--- What to work on ---
Nothing but the pictures should be dropped; repeat the rest of the data below exactly.

--- Task input ---
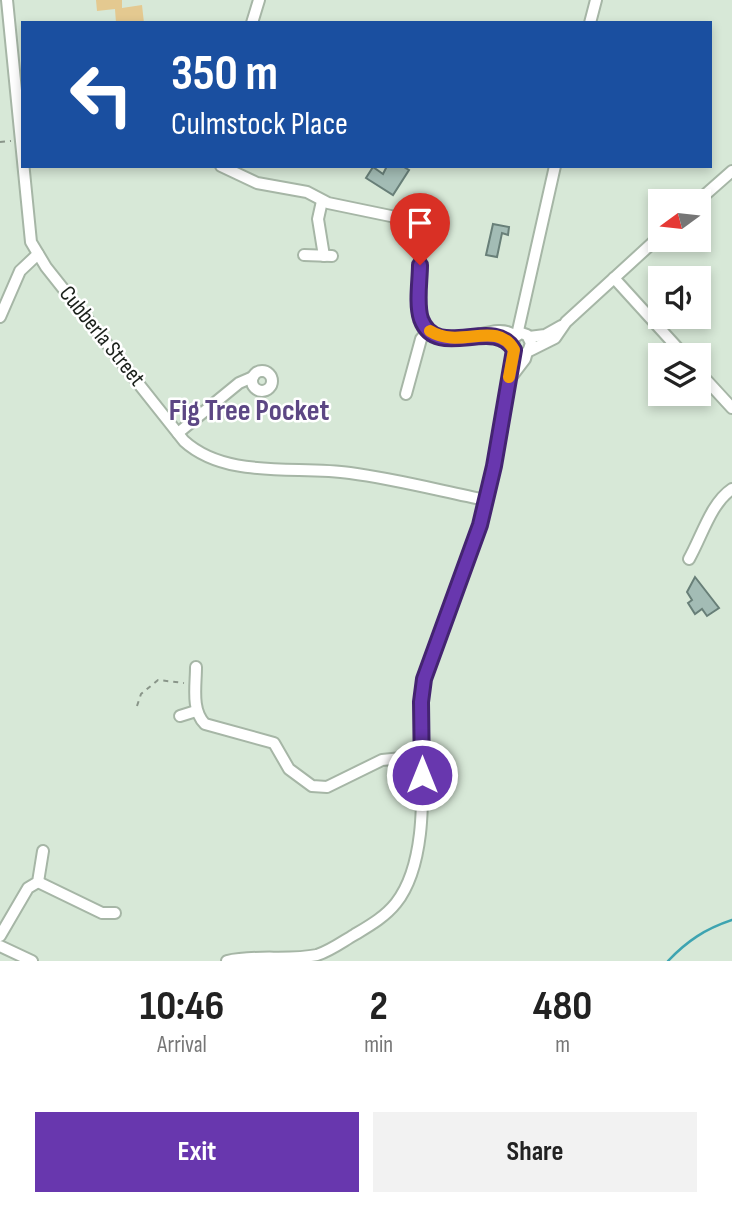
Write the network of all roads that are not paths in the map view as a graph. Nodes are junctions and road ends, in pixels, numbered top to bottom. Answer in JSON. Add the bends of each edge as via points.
{"nodes":[{"id":1,"x":7,"y":0,"type":"edge"},
{"id":2,"x":259,"y":0,"type":"edge"},
{"id":3,"x":596,"y":0,"type":"edge"},
{"id":4,"x":253,"y":21,"type":"edge"},
{"id":5,"x":591,"y":21,"type":"edge"},
{"id":6,"x":21,"y":158,"type":"edge"},
{"id":7,"x":22,"y":168,"type":"edge"},
{"id":8,"x":225,"y":168,"type":"edge"},
{"id":9,"x":555,"y":168,"type":"edge"},
{"id":10,"x":732,"y":171,"type":"edge"},
{"id":11,"x":711,"y":190,"type":"edge"},
{"id":12,"x":323,"y":201,"type":"junction"},
{"id":13,"x":648,"y":247,"type":"edge"},
{"id":14,"x":38,"y":254,"type":"junction"},
{"id":15,"x":304,"y":255,"type":"dead end"},
{"id":16,"x":614,"y":278,"type":"junction"},
{"id":17,"x":0,"y":317,"type":"edge"},
{"id":18,"x":566,"y":323,"type":"junction"},
{"id":19,"x":429,"y":330,"type":"junction"},
{"id":20,"x":519,"y":339,"type":"junction"},
{"id":21,"x":673,"y":343,"type":"edge"},
{"id":22,"x":528,"y":350,"type":"junction"},
{"id":23,"x":509,"y":380,"type":"junction"},
{"id":24,"x":253,"y":382,"type":"dead end"},
{"id":25,"x":711,"y":385,"type":"edge"},
{"id":26,"x":406,"y":394,"type":"dead end"},
{"id":27,"x":732,"y":408,"type":"edge"},
{"id":28,"x":178,"y":433,"type":"junction"},
{"id":29,"x":732,"y":489,"type":"edge"},
{"id":30,"x":486,"y":500,"type":"junction"},
{"id":31,"x":689,"y":559,"type":"dead end"},
{"id":32,"x":196,"y":667,"type":"dead end"},
{"id":33,"x":196,"y":711,"type":"junction"},
{"id":34,"x":180,"y":716,"type":"dead end"},
{"id":35,"x":422,"y":756,"type":"junction"},
{"id":36,"x":43,"y":851,"type":"dead end"},
{"id":37,"x":38,"y":882,"type":"junction"},
{"id":38,"x":115,"y":913,"type":"dead end"},
{"id":39,"x":0,"y":936,"type":"edge"},
{"id":40,"x":0,"y":946,"type":"edge"},
{"id":41,"x":32,"y":961,"type":"edge"},
{"id":42,"x":227,"y":961,"type":"edge"}],
"edges":[{"from":1,"to":6,"type":"street","name":"Cubberla Street"},
{"from":2,"to":4,"type":"street"},
{"from":3,"to":5,"type":"street"},
{"from":7,"to":14,"type":"street","name":"Cubberla Street","via":[[27,225]]},
{"from":8,"to":12,"type":"street","via":[[257,183],[307,192]]},
{"from":9,"to":20,"type":"street"},
{"from":10,"to":11,"type":"street"},
{"from":12,"to":15,"type":"street","via":[[318,219],[328,256]]},
{"from":12,"to":19,"type":"street","via":[[410,220],[420,239],[420,316]]},
{"from":13,"to":16,"type":"street"},
{"from":14,"to":17,"type":"street","via":[[20,271]]},
{"from":14,"to":28,"type":"street","name":"Cubberla Street"},
{"from":16,"to":18,"type":"street"},
{"from":16,"to":21,"type":"street"},
{"from":18,"to":20,"type":"street","via":[[545,335]]},
{"from":18,"to":22,"type":"street","via":[[555,338]]},
{"from":19,"to":20,"type":"street","via":[[463,340],[501,330]]},
{"from":19,"to":26,"type":"street","via":[[421,340]]},
{"from":20,"to":22,"type":"street"},
{"from":20,"to":23,"type":"street"},
{"from":22,"to":23,"type":"street"},
{"from":23,"to":30,"type":"street"},
{"from":24,"to":28,"type":"street","via":[[236,387]]},
{"from":25,"to":27,"type":"street"},
{"from":28,"to":30,"type":"street","name":"Cubberla Street","via":[[193,449],[222,462],[347,472]]},
{"from":29,"to":31,"type":"street","via":[[716,502]]},
{"from":30,"to":35,"type":"street","via":[[424,679]]},
{"from":32,"to":33,"type":"street"},
{"from":33,"to":34,"type":"street"},
{"from":33,"to":35,"type":"street","via":[[205,724],[274,743],[289,769],[312,786],[327,787],[382,760]]},
{"from":35,"to":42,"type":"street","via":[[419,839],[407,883],[393,907],[316,956],[290,961]]},
{"from":36,"to":37,"type":"street"},
{"from":37,"to":38,"type":"street","via":[[102,913]]},
{"from":37,"to":39,"type":"street","via":[[28,888]]},
{"from":40,"to":41,"type":"street"}]}
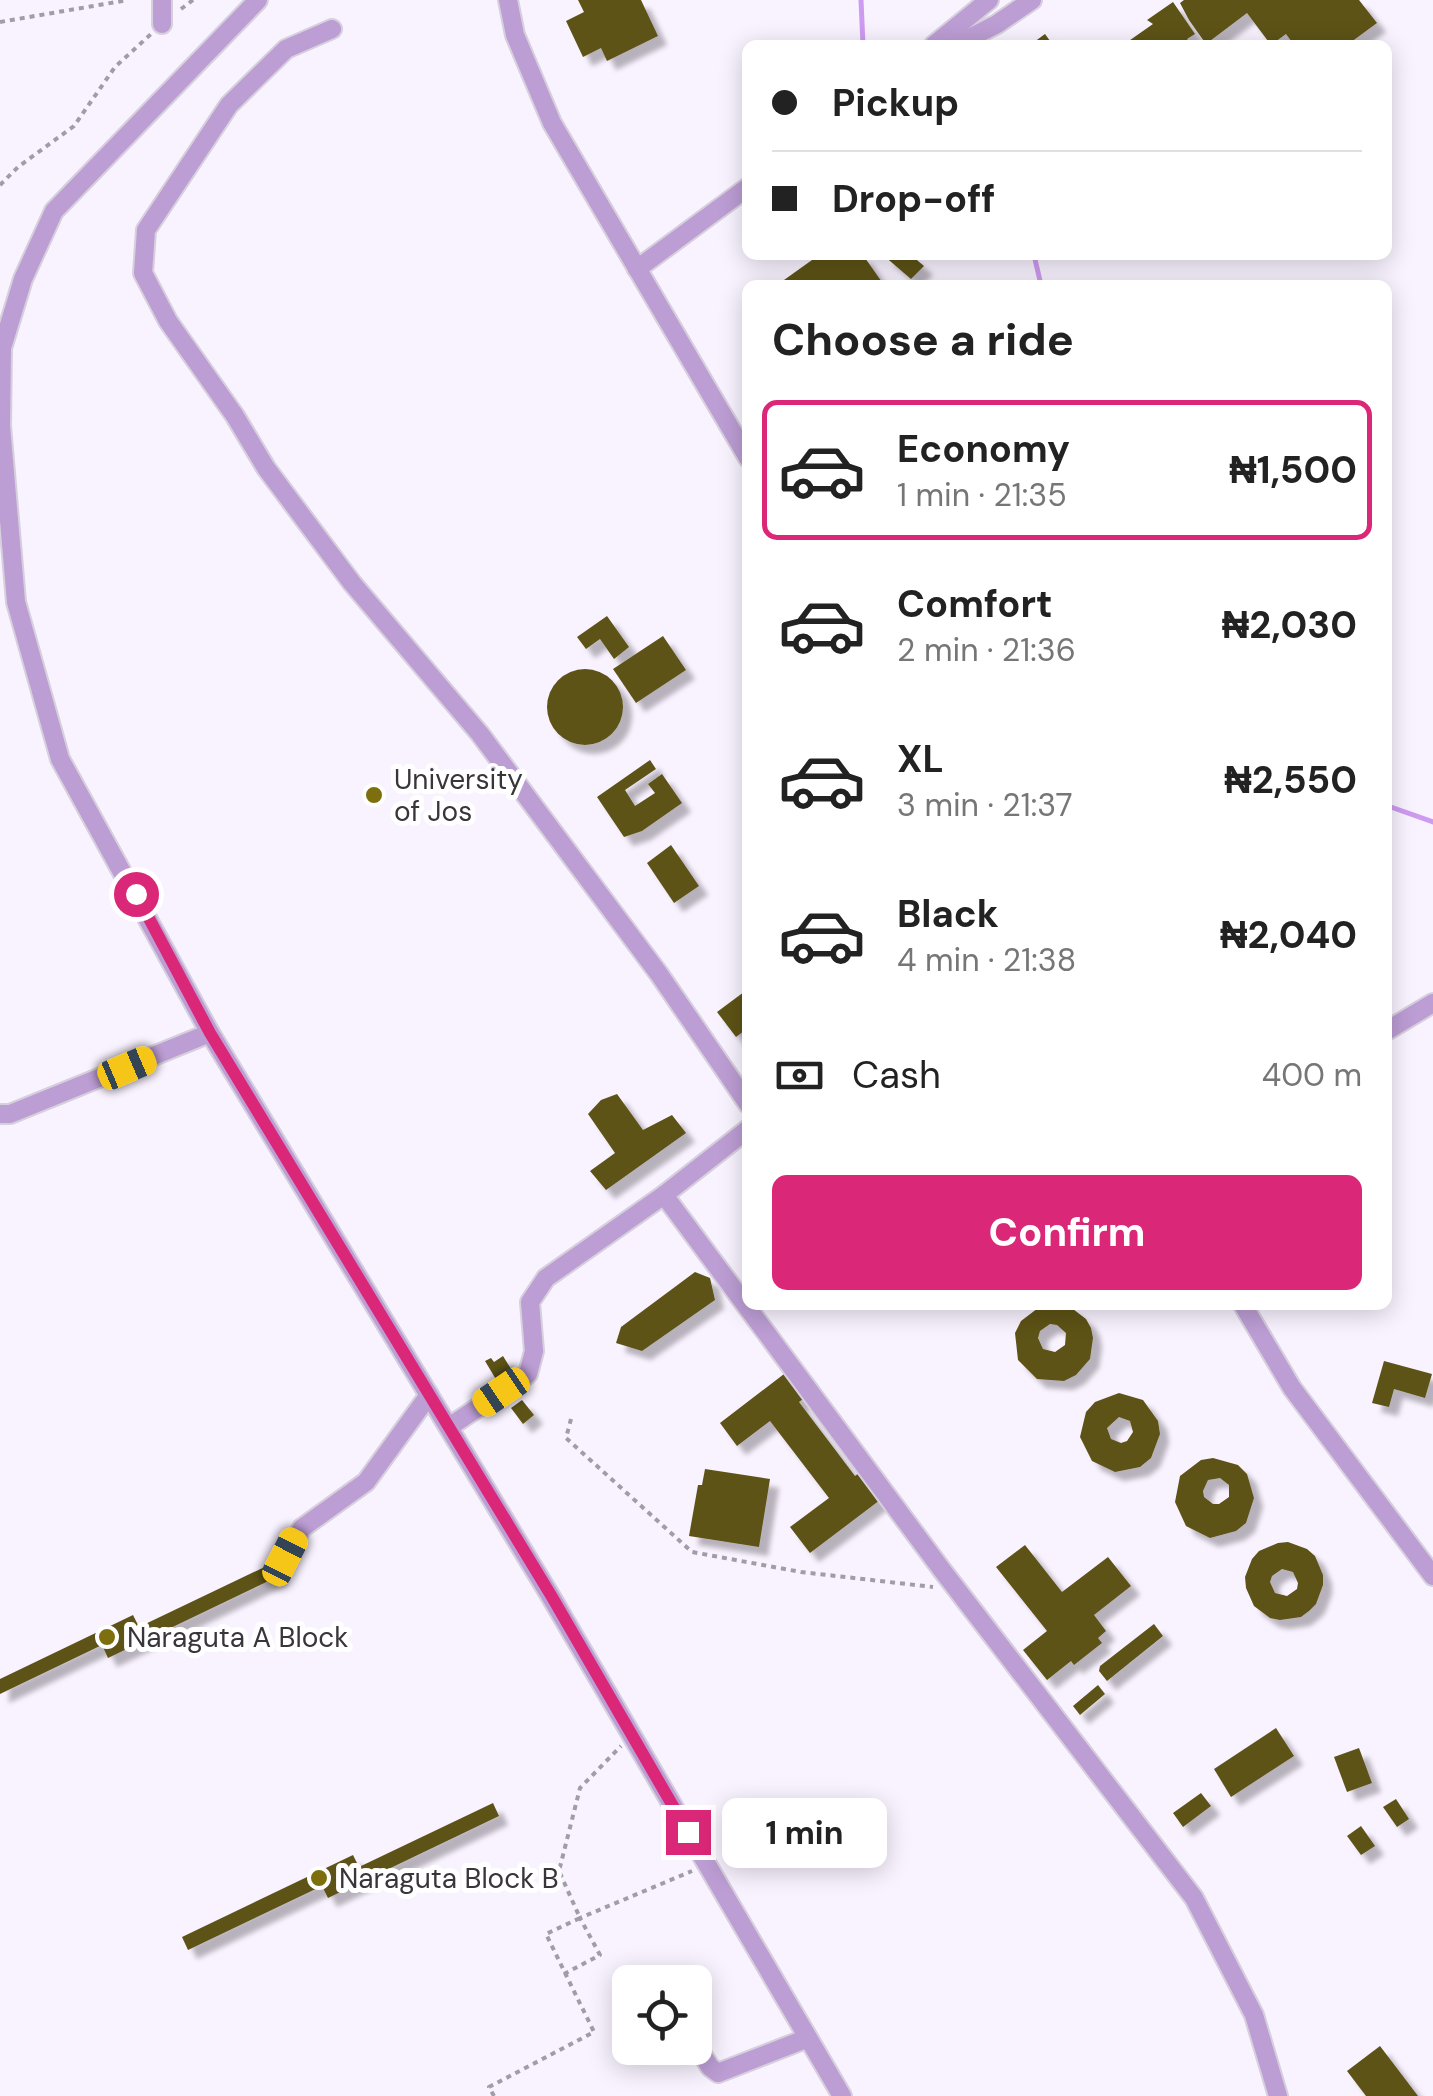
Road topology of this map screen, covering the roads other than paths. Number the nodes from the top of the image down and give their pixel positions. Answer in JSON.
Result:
{"nodes":[{"id":1,"x":162,"y":0,"type":"edge"},
{"id":2,"x":258,"y":0,"type":"edge"},
{"id":3,"x":508,"y":0,"type":"edge"},
{"id":4,"x":989,"y":0,"type":"edge"},
{"id":5,"x":1032,"y":0,"type":"edge"},
{"id":6,"x":162,"y":24,"type":"road end"},
{"id":7,"x":332,"y":30,"type":"dead end"},
{"id":8,"x":940,"y":40,"type":"edge"},
{"id":9,"x":966,"y":40,"type":"edge"},
{"id":10,"x":742,"y":191,"type":"edge"},
{"id":11,"x":637,"y":270,"type":"junction"},
{"id":12,"x":742,"y":448,"type":"edge"},
{"id":13,"x":1433,"y":1003,"type":"edge"},
{"id":14,"x":1392,"y":1028,"type":"edge"},
{"id":15,"x":210,"y":1033,"type":"junction"},
{"id":16,"x":742,"y":1095,"type":"edge"},
{"id":17,"x":0,"y":1114,"type":"edge"},
{"id":18,"x":742,"y":1134,"type":"edge"},
{"id":19,"x":664,"y":1195,"type":"junction"},
{"id":20,"x":742,"y":1300,"type":"edge"},
{"id":21,"x":749,"y":1310,"type":"edge"},
{"id":22,"x":1246,"y":1310,"type":"edge"},
{"id":23,"x":429,"y":1394,"type":"junction"},
{"id":24,"x":449,"y":1427,"type":"junction"},
{"id":25,"x":285,"y":1557,"type":"dead end"},
{"id":26,"x":1433,"y":1576,"type":"edge"},
{"id":27,"x":808,"y":2038,"type":"junction"},
{"id":28,"x":709,"y":2065,"type":"edge"},
{"id":29,"x":842,"y":2096,"type":"edge"},
{"id":30,"x":1278,"y":2096,"type":"edge"}],
"edges":[{"from":1,"to":6,"type":"street"},
{"from":2,"to":15,"type":"street"},
{"from":3,"to":11,"type":"street"},
{"from":4,"to":8,"type":"street"},
{"from":5,"to":9,"type":"street"},
{"from":7,"to":16,"type":"street"},
{"from":10,"to":11,"type":"street"},
{"from":11,"to":12,"type":"street"},
{"from":13,"to":14,"type":"street"},
{"from":15,"to":17,"type":"street"},
{"from":15,"to":23,"type":"street"},
{"from":18,"to":19,"type":"street"},
{"from":19,"to":20,"type":"street"},
{"from":19,"to":24,"type":"street"},
{"from":21,"to":30,"type":"street"},
{"from":22,"to":26,"type":"street"},
{"from":23,"to":24,"type":"street"},
{"from":23,"to":25,"type":"street"},
{"from":24,"to":27,"type":"street"},
{"from":27,"to":28,"type":"street"},
{"from":27,"to":29,"type":"street"}]}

--- Output of the task ---
Write the network of all roads that are not paths in the map view as a graph. Nodes are junctions and road ends, in pixels, numbered top to bottom. Answer in JSON. Add the bends of each edge as via points.
{"nodes":[{"id":1,"x":7,"y":0,"type":"edge"},
{"id":2,"x":259,"y":0,"type":"edge"},
{"id":3,"x":596,"y":0,"type":"edge"},
{"id":4,"x":253,"y":21,"type":"edge"},
{"id":5,"x":591,"y":21,"type":"edge"},
{"id":6,"x":21,"y":158,"type":"edge"},
{"id":7,"x":22,"y":168,"type":"edge"},
{"id":8,"x":225,"y":168,"type":"edge"},
{"id":9,"x":555,"y":168,"type":"edge"},
{"id":10,"x":732,"y":171,"type":"edge"},
{"id":11,"x":711,"y":190,"type":"edge"},
{"id":12,"x":323,"y":201,"type":"junction"},
{"id":13,"x":648,"y":247,"type":"edge"},
{"id":14,"x":38,"y":254,"type":"junction"},
{"id":15,"x":304,"y":255,"type":"dead end"},
{"id":16,"x":614,"y":278,"type":"junction"},
{"id":17,"x":0,"y":317,"type":"edge"},
{"id":18,"x":566,"y":323,"type":"junction"},
{"id":19,"x":429,"y":330,"type":"junction"},
{"id":20,"x":519,"y":339,"type":"junction"},
{"id":21,"x":673,"y":343,"type":"edge"},
{"id":22,"x":528,"y":350,"type":"junction"},
{"id":23,"x":509,"y":380,"type":"junction"},
{"id":24,"x":253,"y":382,"type":"dead end"},
{"id":25,"x":711,"y":385,"type":"edge"},
{"id":26,"x":406,"y":394,"type":"dead end"},
{"id":27,"x":732,"y":408,"type":"edge"},
{"id":28,"x":178,"y":433,"type":"junction"},
{"id":29,"x":732,"y":489,"type":"edge"},
{"id":30,"x":486,"y":500,"type":"junction"},
{"id":31,"x":689,"y":559,"type":"dead end"},
{"id":32,"x":196,"y":667,"type":"dead end"},
{"id":33,"x":196,"y":711,"type":"junction"},
{"id":34,"x":180,"y":716,"type":"dead end"},
{"id":35,"x":422,"y":756,"type":"junction"},
{"id":36,"x":43,"y":851,"type":"dead end"},
{"id":37,"x":38,"y":882,"type":"junction"},
{"id":38,"x":115,"y":913,"type":"dead end"},
{"id":39,"x":0,"y":936,"type":"edge"},
{"id":40,"x":0,"y":946,"type":"edge"},
{"id":41,"x":32,"y":961,"type":"edge"},
{"id":42,"x":227,"y":961,"type":"edge"}],
"edges":[{"from":1,"to":6,"type":"street","name":"Cubberla Street"},
{"from":2,"to":4,"type":"street"},
{"from":3,"to":5,"type":"street"},
{"from":7,"to":14,"type":"street","name":"Cubberla Street","via":[[27,225]]},
{"from":8,"to":12,"type":"street","via":[[257,183],[307,192]]},
{"from":9,"to":20,"type":"street"},
{"from":10,"to":11,"type":"street"},
{"from":12,"to":15,"type":"street","via":[[318,219],[328,256]]},
{"from":12,"to":19,"type":"street","via":[[410,220],[420,239],[420,316]]},
{"from":13,"to":16,"type":"street"},
{"from":14,"to":17,"type":"street","via":[[20,271]]},
{"from":14,"to":28,"type":"street","name":"Cubberla Street"},
{"from":16,"to":18,"type":"street"},
{"from":16,"to":21,"type":"street"},
{"from":18,"to":20,"type":"street","via":[[545,335]]},
{"from":18,"to":22,"type":"street","via":[[555,338]]},
{"from":19,"to":20,"type":"street","via":[[463,340],[501,330]]},
{"from":19,"to":26,"type":"street","via":[[421,340]]},
{"from":20,"to":22,"type":"street"},
{"from":20,"to":23,"type":"street"},
{"from":22,"to":23,"type":"street"},
{"from":23,"to":30,"type":"street"},
{"from":24,"to":28,"type":"street","via":[[236,387]]},
{"from":25,"to":27,"type":"street"},
{"from":28,"to":30,"type":"street","name":"Cubberla Street","via":[[193,449],[222,462],[347,472]]},
{"from":29,"to":31,"type":"street","via":[[716,502]]},
{"from":30,"to":35,"type":"street","via":[[424,679]]},
{"from":32,"to":33,"type":"street"},
{"from":33,"to":34,"type":"street"},
{"from":33,"to":35,"type":"street","via":[[205,724],[274,743],[289,769],[312,786],[327,787],[382,760]]},
{"from":35,"to":42,"type":"street","via":[[419,839],[407,883],[393,907],[316,956],[290,961]]},
{"from":36,"to":37,"type":"street"},
{"from":37,"to":38,"type":"street","via":[[102,913]]},
{"from":37,"to":39,"type":"street","via":[[28,888]]},
{"from":40,"to":41,"type":"street"}]}
Road topology of this map screen, covering the roads other than paths. Number the nodes from the top of the image down and give their pixel positions. Answer in JSON.
Result:
{"nodes":[{"id":1,"x":162,"y":0,"type":"edge"},
{"id":2,"x":258,"y":0,"type":"edge"},
{"id":3,"x":508,"y":0,"type":"edge"},
{"id":4,"x":989,"y":0,"type":"edge"},
{"id":5,"x":1032,"y":0,"type":"edge"},
{"id":6,"x":162,"y":24,"type":"road end"},
{"id":7,"x":332,"y":30,"type":"dead end"},
{"id":8,"x":940,"y":40,"type":"edge"},
{"id":9,"x":966,"y":40,"type":"edge"},
{"id":10,"x":742,"y":191,"type":"edge"},
{"id":11,"x":637,"y":270,"type":"junction"},
{"id":12,"x":742,"y":448,"type":"edge"},
{"id":13,"x":1433,"y":1003,"type":"edge"},
{"id":14,"x":1392,"y":1028,"type":"edge"},
{"id":15,"x":210,"y":1033,"type":"junction"},
{"id":16,"x":742,"y":1095,"type":"edge"},
{"id":17,"x":0,"y":1114,"type":"edge"},
{"id":18,"x":742,"y":1134,"type":"edge"},
{"id":19,"x":664,"y":1195,"type":"junction"},
{"id":20,"x":742,"y":1300,"type":"edge"},
{"id":21,"x":749,"y":1310,"type":"edge"},
{"id":22,"x":1246,"y":1310,"type":"edge"},
{"id":23,"x":429,"y":1394,"type":"junction"},
{"id":24,"x":449,"y":1427,"type":"junction"},
{"id":25,"x":285,"y":1557,"type":"dead end"},
{"id":26,"x":1433,"y":1576,"type":"edge"},
{"id":27,"x":808,"y":2038,"type":"junction"},
{"id":28,"x":709,"y":2065,"type":"edge"},
{"id":29,"x":842,"y":2096,"type":"edge"},
{"id":30,"x":1278,"y":2096,"type":"edge"}],
"edges":[{"from":1,"to":6,"type":"street"},
{"from":2,"to":15,"type":"street"},
{"from":3,"to":11,"type":"street"},
{"from":4,"to":8,"type":"street"},
{"from":5,"to":9,"type":"street"},
{"from":7,"to":16,"type":"street"},
{"from":10,"to":11,"type":"street"},
{"from":11,"to":12,"type":"street"},
{"from":13,"to":14,"type":"street"},
{"from":15,"to":17,"type":"street"},
{"from":15,"to":23,"type":"street"},
{"from":18,"to":19,"type":"street"},
{"from":19,"to":20,"type":"street"},
{"from":19,"to":24,"type":"street"},
{"from":21,"to":30,"type":"street"},
{"from":22,"to":26,"type":"street"},
{"from":23,"to":24,"type":"street"},
{"from":23,"to":25,"type":"street"},
{"from":24,"to":27,"type":"street"},
{"from":27,"to":28,"type":"street"},
{"from":27,"to":29,"type":"street"}]}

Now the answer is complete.